The exception in the second clause of the finding embodies the only matter of weight or substance in it, and, in effect, is contradictory of the first, overcoming the implication and inaccuracy, or, at least, revealing an inconsistency between the two clauses.
 When each supervisor cast his vote in support of the resolution which stated he had recommended annexation, he must be presumed to have done so. In truth, by that affirmative vote he then and there was making the required recommendation.  There is no specified form of recommendation required. It might be manifested orally or in writing or by a vote.
 It will be noted that the resolution itself recited as follows: "After due consideration of evidence presented to this board, and after recommendation of the county superintendent of schools, and also the recommendation of each supervisor in whose supervisorial district the following named school districts are situated, it is moved by Supervisor Porter, seconded by Supervisor White, that," etc. (naming the said respective school districts), "each be and they are hereby annexed to and made a part of the Chico high school district." The record of the vote shows the affirmative vote of all five supervisors.
This recital of the recommendation voted upon by each supervisor carries in itself conclusive proof that he recommended the annexation. This is too clear to require further argument or citation of authorities.
We are of opinion, therefore, that the court's finding did not include a correct finding upon some of the material facts and omitted others, which, however, are shown by the return and stand undisputed.
We determine as follows: 1. That section 1734b of the Political Code is constitutional in all respects;
2. That every step required thereby of the board of supervisors in these matters of annexation of school districts was taken:
a. The county superintendent of schools made his recommendation in writing to the board of supervisors for annexation;
b. August 24, 1921, at 11 o'clock A.M., was fixed as the time for the hearing by said board of the matter of said annexation, and notice was ordered to be published;
c. That due notice to all parties interested was published at least once a week for two successive weeks in a newspaper of general circulation published in the county; that such notice stated the time when and the place where the board of supervisors was to act and gave the names of the common school districts to be affected by the action of the board (see page 113 et seq. of transcript, down to and including page 116);
d. That a hearing on said August 24, 1921, was duly and regularly held before said board of supervisors;
e. That said resolution hereinbefore set out was duly and regularly adopted, after full consideration and determination of all jurisdictional matters.

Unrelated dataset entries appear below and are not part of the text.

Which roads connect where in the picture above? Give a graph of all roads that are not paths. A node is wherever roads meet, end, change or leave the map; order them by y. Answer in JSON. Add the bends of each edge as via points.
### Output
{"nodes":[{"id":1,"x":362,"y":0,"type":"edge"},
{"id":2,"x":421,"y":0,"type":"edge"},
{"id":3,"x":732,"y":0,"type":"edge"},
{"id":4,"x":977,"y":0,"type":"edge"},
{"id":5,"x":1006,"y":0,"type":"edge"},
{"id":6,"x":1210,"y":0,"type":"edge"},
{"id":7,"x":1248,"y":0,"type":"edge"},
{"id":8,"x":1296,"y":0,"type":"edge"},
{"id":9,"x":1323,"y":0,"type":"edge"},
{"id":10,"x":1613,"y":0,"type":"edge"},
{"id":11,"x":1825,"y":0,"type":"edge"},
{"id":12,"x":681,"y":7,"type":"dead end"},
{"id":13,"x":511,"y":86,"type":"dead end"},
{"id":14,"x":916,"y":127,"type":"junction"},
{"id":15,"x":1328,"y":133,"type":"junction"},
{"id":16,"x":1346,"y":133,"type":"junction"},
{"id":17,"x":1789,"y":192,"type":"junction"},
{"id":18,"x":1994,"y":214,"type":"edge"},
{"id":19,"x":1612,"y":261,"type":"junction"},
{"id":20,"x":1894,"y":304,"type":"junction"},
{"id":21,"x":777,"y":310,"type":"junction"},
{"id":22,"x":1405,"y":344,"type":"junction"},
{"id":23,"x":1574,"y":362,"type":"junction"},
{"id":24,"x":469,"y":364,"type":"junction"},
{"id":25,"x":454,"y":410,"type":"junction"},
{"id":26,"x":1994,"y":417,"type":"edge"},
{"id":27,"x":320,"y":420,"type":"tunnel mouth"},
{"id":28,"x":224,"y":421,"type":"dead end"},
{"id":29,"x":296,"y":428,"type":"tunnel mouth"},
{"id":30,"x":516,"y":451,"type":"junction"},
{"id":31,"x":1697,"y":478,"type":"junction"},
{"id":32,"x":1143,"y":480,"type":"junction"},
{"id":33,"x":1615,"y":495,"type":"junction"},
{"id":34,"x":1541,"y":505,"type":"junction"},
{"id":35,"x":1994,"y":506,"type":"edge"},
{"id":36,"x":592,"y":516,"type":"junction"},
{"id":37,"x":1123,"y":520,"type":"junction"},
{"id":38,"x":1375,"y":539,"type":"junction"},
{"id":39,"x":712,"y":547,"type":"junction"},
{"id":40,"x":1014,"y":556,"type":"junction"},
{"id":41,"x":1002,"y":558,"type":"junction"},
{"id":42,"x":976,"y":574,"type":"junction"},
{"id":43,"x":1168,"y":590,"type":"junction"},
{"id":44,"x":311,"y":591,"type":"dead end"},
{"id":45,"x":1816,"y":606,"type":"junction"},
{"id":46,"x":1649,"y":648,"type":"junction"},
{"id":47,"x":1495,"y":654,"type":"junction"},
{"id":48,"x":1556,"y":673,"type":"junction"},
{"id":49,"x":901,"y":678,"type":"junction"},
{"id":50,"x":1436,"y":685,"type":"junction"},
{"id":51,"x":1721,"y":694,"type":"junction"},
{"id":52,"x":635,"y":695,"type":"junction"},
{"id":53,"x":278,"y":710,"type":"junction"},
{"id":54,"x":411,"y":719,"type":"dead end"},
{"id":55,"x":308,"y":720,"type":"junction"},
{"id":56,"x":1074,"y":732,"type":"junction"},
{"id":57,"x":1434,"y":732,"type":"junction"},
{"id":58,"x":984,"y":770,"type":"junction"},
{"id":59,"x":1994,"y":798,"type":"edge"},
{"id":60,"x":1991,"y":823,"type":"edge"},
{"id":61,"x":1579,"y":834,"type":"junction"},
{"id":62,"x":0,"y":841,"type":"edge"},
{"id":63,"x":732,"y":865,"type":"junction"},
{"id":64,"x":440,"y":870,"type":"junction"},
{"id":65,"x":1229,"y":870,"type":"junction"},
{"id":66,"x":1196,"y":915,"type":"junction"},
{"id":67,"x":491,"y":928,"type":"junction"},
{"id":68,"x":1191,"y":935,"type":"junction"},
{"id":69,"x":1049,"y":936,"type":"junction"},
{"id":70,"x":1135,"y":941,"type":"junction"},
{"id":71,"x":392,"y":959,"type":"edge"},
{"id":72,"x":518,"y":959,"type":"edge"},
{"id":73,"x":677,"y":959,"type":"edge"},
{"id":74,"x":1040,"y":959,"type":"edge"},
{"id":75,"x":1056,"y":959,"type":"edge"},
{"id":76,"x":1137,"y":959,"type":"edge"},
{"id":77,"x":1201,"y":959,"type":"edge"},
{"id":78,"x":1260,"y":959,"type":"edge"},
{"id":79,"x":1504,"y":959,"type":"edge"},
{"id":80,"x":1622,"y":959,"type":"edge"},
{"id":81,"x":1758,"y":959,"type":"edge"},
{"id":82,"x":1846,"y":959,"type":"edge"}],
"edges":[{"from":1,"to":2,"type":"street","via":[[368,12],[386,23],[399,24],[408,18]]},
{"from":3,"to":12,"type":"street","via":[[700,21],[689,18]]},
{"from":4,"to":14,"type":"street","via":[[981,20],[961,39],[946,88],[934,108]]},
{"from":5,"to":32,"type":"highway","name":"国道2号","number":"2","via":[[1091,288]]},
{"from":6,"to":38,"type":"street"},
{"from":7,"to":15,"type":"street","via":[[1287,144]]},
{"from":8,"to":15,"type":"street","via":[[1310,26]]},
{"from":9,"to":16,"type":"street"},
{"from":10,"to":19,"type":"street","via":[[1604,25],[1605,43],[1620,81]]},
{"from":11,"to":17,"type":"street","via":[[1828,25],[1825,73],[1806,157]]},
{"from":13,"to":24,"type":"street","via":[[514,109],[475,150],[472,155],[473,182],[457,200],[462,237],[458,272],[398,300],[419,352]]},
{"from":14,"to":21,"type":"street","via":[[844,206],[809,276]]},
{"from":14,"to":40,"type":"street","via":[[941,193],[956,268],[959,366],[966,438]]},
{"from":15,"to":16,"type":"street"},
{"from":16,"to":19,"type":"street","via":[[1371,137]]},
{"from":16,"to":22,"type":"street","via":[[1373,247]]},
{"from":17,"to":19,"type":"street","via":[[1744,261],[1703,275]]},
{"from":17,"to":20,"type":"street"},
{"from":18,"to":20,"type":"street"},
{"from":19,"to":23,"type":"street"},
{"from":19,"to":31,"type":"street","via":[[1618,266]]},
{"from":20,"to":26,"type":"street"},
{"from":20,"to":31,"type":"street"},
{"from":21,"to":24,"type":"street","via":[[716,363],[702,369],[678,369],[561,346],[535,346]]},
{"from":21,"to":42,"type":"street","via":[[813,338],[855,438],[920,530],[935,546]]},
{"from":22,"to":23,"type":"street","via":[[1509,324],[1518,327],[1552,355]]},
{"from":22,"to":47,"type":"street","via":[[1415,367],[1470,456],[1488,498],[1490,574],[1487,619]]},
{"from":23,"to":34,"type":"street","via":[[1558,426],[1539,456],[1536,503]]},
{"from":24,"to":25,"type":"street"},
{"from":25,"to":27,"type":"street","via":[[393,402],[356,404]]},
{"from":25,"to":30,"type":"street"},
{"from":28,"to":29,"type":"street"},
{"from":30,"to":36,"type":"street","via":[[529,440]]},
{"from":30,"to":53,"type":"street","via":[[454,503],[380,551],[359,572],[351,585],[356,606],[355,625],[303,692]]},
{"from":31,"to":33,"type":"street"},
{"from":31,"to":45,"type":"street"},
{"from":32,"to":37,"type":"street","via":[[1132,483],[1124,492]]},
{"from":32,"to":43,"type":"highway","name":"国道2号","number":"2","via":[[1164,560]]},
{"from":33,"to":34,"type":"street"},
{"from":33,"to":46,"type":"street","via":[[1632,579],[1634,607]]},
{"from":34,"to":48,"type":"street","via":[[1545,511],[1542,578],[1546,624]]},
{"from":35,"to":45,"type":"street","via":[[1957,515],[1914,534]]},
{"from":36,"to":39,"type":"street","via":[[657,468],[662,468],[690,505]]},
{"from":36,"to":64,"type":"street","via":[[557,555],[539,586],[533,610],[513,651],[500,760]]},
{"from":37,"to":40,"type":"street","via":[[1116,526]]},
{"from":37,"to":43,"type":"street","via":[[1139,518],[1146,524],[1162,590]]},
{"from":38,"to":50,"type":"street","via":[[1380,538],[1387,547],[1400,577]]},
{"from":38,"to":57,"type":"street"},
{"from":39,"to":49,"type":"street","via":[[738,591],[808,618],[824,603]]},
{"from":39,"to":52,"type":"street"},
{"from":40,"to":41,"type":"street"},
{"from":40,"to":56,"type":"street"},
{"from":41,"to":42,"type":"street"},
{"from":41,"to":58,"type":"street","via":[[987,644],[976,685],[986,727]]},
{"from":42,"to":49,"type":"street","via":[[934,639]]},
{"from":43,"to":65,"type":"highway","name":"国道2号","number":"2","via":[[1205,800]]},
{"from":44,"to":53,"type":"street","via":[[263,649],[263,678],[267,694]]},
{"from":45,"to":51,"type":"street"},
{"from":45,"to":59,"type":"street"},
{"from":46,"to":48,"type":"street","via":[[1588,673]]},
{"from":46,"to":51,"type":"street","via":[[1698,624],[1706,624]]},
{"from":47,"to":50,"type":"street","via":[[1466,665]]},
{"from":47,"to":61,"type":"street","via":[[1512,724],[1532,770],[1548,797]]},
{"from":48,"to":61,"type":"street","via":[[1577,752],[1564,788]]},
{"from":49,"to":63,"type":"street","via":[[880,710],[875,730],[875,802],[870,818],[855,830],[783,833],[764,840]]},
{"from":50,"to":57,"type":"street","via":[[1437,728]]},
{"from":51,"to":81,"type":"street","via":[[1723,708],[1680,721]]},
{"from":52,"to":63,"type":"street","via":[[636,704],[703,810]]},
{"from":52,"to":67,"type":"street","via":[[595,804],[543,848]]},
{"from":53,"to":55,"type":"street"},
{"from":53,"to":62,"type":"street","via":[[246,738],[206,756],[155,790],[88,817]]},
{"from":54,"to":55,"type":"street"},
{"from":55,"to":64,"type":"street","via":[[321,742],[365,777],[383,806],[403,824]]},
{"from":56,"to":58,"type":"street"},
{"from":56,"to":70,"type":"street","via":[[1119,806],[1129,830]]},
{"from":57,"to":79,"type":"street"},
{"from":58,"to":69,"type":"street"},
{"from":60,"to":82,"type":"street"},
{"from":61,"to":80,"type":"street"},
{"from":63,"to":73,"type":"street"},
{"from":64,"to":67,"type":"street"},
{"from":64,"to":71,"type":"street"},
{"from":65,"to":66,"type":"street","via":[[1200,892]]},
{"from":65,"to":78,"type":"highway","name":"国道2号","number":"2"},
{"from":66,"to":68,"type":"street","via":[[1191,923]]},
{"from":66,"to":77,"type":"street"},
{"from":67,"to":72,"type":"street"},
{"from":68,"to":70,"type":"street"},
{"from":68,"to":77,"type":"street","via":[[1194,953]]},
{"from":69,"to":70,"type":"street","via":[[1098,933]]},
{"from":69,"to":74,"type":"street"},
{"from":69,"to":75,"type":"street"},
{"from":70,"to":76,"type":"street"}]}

It follows that the proceedings before the board of supervisors in all respects were regular and valid and that the judgment of said superior court declaring them canceled and invalid should be reversed.
The motion for a new trial was not argued nor pressed in this appeal. No ruling thereon need be made.
The judgment is reversed, with instructions to the superior court to dismiss the writ of review.
Plummer, J., and Finch, P.J., concurred.